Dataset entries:
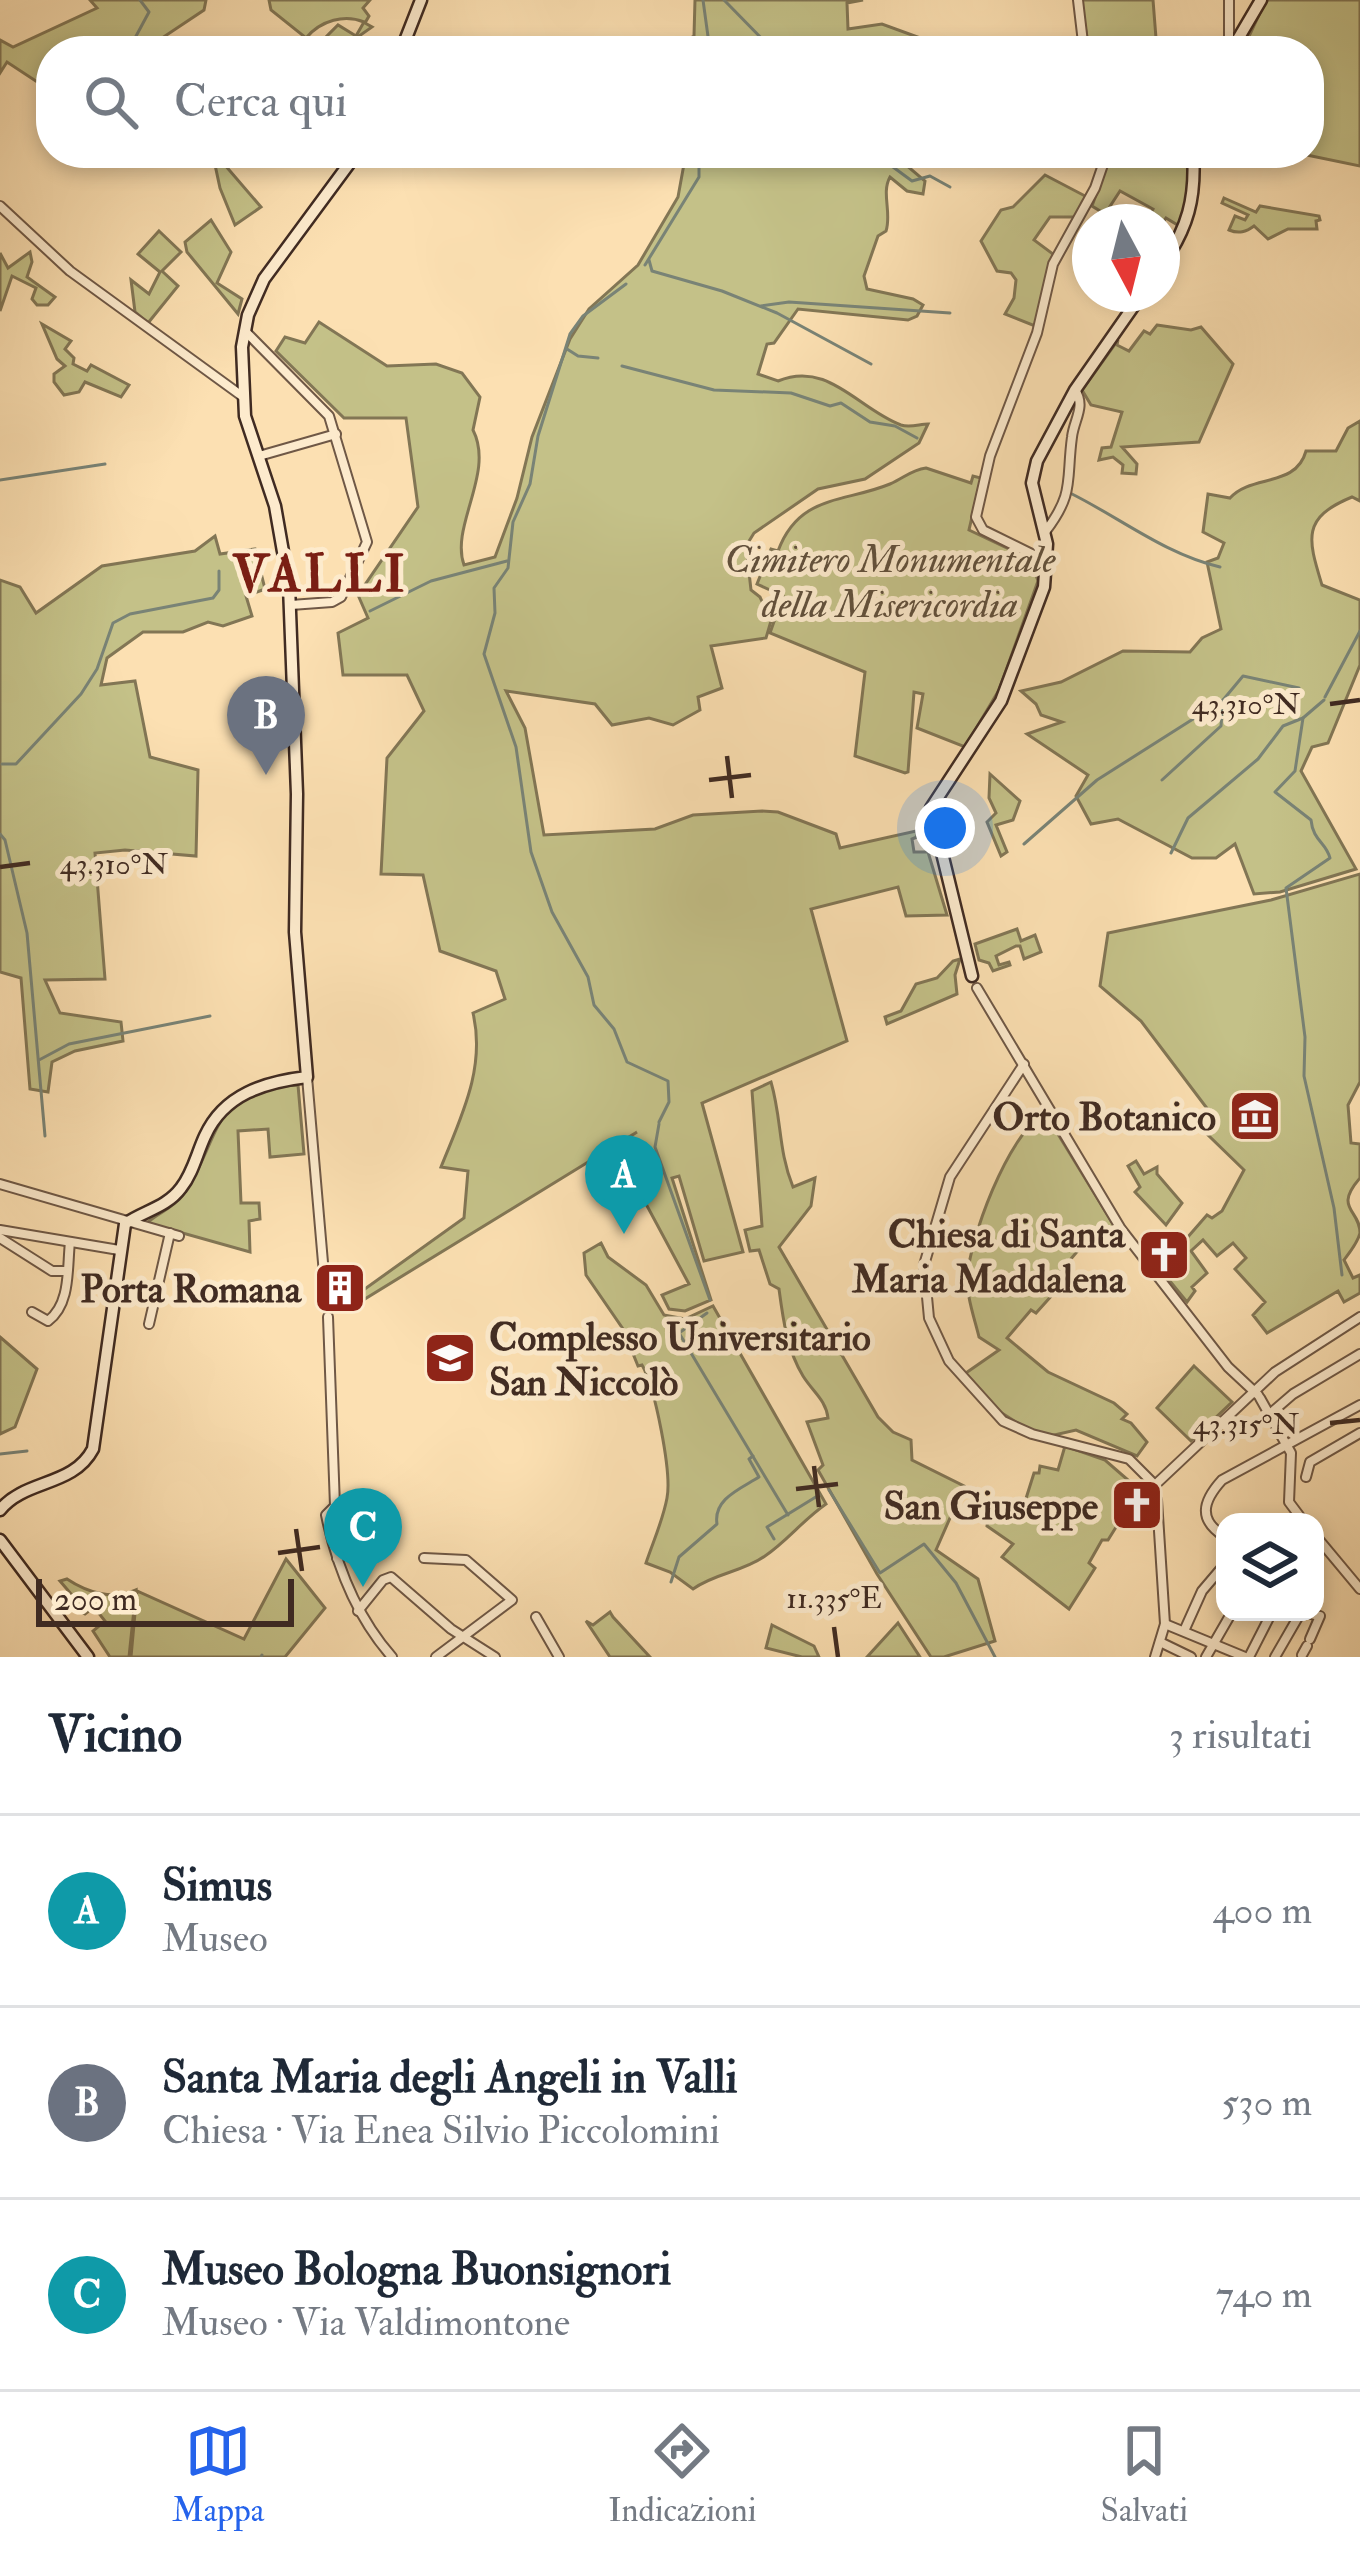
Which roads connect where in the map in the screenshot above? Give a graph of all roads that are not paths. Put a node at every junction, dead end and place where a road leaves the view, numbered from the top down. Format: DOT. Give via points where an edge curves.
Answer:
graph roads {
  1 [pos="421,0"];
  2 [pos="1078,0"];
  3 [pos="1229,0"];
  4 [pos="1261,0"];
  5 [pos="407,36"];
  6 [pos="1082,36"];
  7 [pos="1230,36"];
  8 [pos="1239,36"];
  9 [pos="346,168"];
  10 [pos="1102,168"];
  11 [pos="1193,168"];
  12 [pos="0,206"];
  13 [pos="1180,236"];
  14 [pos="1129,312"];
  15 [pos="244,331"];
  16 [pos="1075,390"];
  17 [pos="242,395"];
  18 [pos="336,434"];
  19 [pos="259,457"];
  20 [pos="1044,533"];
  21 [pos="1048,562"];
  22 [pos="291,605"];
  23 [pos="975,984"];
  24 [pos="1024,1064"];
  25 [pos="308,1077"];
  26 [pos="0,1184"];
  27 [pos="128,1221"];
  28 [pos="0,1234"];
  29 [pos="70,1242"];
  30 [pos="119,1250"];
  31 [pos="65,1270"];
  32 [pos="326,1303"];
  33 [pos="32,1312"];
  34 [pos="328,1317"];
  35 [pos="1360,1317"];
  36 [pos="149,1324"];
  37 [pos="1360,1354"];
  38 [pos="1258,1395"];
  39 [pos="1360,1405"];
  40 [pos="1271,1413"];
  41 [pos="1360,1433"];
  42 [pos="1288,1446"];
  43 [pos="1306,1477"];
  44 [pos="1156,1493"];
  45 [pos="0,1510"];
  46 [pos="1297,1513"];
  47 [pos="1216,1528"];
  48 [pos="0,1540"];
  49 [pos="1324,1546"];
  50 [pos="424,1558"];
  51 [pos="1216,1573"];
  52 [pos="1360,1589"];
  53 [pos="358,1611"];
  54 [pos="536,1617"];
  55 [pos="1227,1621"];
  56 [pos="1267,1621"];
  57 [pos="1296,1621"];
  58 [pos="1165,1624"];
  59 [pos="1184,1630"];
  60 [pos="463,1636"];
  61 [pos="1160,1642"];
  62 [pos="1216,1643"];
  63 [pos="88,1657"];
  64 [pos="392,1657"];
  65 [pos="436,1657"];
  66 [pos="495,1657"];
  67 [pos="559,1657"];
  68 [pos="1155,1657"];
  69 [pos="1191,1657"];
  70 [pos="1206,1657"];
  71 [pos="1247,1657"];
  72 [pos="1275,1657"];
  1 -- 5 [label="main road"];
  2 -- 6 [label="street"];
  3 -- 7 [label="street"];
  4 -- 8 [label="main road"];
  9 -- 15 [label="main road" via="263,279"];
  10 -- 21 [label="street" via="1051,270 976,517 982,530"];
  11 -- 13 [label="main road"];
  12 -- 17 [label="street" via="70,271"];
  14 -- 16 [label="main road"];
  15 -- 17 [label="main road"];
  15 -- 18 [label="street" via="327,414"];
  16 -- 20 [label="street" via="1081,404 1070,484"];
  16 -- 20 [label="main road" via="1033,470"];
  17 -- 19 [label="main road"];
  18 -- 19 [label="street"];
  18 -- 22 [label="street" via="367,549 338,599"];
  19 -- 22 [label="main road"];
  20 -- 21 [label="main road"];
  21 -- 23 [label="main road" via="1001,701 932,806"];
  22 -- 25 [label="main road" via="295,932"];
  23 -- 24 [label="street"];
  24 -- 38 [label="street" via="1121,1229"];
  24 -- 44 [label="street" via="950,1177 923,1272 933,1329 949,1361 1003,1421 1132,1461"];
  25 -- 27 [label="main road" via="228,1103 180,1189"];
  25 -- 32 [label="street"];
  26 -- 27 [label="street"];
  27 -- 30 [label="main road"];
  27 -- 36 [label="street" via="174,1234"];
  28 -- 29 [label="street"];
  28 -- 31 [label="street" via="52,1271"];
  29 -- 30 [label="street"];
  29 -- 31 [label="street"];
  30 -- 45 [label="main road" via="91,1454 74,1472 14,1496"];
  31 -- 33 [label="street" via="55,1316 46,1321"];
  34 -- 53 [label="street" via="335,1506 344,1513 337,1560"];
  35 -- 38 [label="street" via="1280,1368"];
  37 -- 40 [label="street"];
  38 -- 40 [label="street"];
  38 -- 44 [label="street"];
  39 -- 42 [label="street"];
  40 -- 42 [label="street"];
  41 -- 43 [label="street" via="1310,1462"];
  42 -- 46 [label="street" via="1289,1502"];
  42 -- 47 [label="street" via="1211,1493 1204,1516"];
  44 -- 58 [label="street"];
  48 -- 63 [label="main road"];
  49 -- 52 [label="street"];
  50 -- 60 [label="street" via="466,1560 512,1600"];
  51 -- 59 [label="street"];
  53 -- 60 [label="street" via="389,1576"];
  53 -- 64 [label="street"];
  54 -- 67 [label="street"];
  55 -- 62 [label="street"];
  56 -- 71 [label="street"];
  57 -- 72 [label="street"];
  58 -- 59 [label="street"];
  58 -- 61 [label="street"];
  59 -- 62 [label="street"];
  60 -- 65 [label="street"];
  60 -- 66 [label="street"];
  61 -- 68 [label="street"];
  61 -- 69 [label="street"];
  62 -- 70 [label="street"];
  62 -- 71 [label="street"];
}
==
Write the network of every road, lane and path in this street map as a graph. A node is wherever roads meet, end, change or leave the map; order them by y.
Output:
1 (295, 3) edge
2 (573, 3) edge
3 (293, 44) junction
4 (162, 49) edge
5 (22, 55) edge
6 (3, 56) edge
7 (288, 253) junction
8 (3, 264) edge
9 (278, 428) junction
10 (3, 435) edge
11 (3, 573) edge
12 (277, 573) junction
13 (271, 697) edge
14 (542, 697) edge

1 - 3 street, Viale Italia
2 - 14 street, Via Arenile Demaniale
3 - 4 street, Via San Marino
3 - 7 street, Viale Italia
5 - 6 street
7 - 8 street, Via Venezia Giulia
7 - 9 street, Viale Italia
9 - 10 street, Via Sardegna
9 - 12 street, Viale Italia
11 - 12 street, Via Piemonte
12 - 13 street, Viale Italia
...
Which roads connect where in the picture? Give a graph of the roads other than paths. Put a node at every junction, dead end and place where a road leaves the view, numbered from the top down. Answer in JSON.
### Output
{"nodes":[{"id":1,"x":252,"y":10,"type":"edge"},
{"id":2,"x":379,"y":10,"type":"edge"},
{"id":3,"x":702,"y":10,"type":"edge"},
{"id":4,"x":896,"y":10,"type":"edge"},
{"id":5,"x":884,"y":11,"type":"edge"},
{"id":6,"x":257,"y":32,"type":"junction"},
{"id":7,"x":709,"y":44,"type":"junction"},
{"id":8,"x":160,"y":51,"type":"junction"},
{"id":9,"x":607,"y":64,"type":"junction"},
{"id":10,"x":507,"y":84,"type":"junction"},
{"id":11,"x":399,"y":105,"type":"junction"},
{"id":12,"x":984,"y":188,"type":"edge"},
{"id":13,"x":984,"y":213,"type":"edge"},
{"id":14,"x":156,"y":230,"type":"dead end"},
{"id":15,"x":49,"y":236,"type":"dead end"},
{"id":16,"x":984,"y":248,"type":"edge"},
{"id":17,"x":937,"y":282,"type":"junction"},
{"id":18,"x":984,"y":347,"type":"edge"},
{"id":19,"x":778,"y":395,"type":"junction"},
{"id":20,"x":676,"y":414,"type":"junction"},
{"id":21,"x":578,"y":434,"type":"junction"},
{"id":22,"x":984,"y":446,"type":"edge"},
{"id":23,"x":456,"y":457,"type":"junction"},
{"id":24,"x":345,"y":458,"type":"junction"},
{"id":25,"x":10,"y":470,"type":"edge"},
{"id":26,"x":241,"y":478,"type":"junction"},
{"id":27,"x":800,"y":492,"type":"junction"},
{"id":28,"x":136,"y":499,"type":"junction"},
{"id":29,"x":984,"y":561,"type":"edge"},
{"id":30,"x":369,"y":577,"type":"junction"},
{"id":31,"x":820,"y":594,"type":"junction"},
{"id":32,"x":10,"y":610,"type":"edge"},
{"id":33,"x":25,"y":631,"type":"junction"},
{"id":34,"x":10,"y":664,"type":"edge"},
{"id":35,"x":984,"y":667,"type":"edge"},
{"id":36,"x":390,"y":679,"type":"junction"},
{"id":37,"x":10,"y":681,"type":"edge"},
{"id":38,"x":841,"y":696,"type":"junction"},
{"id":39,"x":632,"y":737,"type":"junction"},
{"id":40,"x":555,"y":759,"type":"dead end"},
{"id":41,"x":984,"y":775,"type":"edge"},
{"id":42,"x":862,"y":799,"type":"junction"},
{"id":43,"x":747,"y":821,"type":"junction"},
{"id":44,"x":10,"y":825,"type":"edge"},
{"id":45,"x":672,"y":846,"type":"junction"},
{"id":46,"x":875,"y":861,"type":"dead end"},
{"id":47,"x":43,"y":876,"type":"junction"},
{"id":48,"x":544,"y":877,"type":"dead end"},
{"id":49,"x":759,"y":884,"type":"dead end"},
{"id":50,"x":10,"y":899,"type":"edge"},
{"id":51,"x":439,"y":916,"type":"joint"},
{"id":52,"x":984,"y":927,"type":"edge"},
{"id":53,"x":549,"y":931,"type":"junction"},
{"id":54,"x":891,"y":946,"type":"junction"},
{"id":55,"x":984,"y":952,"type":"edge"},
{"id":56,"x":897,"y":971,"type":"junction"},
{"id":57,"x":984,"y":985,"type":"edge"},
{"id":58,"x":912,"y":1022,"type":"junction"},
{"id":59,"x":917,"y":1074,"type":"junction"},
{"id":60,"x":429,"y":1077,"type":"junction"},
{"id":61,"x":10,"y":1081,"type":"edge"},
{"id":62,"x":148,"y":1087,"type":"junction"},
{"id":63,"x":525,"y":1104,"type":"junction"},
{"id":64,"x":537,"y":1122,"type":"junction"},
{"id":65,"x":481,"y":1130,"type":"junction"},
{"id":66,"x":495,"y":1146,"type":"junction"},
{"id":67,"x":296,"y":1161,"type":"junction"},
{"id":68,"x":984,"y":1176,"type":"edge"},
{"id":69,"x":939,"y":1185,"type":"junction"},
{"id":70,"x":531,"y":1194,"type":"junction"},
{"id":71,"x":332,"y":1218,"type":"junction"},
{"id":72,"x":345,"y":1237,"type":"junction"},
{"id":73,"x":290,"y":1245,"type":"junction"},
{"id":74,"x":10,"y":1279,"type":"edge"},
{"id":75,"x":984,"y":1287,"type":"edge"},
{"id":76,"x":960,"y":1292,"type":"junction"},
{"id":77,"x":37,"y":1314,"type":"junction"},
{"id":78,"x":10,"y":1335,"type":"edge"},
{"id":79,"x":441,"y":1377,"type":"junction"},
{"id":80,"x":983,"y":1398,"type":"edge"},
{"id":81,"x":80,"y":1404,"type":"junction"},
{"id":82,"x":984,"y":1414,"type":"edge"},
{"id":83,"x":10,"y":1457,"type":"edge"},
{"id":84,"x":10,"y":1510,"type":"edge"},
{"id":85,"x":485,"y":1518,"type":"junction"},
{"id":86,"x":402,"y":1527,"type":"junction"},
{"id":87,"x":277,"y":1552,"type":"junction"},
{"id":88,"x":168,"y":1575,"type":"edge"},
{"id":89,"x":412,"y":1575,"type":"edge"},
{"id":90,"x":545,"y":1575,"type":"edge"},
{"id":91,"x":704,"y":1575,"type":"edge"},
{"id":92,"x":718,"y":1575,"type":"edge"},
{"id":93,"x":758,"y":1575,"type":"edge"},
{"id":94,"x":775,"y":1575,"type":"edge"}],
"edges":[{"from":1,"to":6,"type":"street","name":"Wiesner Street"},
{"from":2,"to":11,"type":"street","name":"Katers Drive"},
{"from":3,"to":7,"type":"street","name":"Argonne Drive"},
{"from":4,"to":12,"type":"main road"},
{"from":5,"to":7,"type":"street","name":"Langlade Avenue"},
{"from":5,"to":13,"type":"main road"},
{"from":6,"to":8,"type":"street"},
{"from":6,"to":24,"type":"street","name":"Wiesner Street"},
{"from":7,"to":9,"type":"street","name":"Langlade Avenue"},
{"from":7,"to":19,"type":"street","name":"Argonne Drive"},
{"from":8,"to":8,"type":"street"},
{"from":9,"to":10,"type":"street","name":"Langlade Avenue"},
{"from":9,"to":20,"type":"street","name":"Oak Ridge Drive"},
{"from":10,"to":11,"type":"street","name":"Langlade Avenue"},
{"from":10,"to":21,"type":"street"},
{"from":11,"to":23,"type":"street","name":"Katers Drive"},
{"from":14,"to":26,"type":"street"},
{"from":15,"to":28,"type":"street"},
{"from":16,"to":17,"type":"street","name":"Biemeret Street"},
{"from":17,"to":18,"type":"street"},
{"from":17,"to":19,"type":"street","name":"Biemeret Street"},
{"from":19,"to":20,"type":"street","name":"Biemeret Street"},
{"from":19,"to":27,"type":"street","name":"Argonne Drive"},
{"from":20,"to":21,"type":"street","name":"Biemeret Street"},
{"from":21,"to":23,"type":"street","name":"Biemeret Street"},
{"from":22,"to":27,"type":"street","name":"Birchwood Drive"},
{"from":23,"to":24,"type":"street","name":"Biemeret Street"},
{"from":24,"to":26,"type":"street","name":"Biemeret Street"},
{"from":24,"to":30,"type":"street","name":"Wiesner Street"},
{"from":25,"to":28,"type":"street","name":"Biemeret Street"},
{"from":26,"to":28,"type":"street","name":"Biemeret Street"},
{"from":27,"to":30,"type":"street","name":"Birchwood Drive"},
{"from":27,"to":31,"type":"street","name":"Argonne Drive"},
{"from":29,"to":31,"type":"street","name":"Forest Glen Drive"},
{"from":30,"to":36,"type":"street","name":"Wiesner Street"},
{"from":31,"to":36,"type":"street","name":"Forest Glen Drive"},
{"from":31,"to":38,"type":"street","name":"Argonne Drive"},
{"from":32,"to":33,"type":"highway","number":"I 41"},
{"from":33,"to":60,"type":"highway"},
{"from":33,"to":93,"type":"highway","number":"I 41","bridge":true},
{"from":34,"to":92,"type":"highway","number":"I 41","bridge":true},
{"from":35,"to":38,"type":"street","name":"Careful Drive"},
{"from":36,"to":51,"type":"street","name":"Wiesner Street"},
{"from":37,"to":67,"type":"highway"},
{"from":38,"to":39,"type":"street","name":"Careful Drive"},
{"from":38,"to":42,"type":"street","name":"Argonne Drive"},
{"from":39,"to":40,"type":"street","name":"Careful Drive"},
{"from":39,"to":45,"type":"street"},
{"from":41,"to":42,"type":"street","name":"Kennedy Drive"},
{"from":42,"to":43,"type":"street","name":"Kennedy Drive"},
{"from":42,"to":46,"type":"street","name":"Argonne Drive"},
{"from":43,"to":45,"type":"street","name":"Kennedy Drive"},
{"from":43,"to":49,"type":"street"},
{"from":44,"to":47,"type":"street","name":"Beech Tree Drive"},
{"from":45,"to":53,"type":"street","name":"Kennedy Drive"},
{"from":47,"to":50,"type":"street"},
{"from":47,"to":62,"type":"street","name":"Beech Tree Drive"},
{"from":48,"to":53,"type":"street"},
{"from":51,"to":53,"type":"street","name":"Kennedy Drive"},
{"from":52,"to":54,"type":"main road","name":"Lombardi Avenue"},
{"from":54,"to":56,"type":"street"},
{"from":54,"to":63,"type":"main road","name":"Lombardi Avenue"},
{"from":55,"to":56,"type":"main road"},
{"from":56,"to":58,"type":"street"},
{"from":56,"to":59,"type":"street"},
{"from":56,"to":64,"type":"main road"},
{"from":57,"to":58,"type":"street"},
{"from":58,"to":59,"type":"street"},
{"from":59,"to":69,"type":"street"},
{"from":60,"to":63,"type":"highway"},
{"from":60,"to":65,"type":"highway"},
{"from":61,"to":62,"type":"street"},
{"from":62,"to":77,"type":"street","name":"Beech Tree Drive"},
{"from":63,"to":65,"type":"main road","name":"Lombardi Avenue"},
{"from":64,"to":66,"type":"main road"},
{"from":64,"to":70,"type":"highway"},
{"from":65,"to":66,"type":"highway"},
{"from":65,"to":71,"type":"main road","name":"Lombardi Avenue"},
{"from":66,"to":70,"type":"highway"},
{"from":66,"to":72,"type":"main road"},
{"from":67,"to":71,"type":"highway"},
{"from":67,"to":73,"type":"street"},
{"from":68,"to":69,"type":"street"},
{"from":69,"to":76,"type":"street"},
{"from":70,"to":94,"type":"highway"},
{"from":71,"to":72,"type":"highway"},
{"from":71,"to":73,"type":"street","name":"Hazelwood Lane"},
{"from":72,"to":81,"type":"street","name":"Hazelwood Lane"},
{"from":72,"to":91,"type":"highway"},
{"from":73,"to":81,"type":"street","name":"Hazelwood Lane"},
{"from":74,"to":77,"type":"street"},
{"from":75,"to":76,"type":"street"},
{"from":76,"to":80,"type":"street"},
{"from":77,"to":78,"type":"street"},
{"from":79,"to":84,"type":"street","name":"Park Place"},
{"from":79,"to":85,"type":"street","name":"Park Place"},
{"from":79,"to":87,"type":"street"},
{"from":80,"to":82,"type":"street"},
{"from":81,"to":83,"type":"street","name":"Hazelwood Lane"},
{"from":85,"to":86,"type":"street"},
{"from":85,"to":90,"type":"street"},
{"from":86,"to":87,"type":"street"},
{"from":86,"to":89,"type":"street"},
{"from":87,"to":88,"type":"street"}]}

:: Exercise ::
Search each line of the data above for "connect", and copy the lines where it occurs.

:: Answer to this task ::
Which roads connect where in the map in the screenshot above? Give a graph of all roads that are not paths. Put a node at every junction, dead end and place where a road leaves the view, numbered from the top down. Format: DOT. Give via points where an edge curves.
Which roads connect where in the picture? Give a graph of the roads other than paths. Put a node at every junction, dead end and place where a road leaves the view, numbered from the top down. Answer in JSON.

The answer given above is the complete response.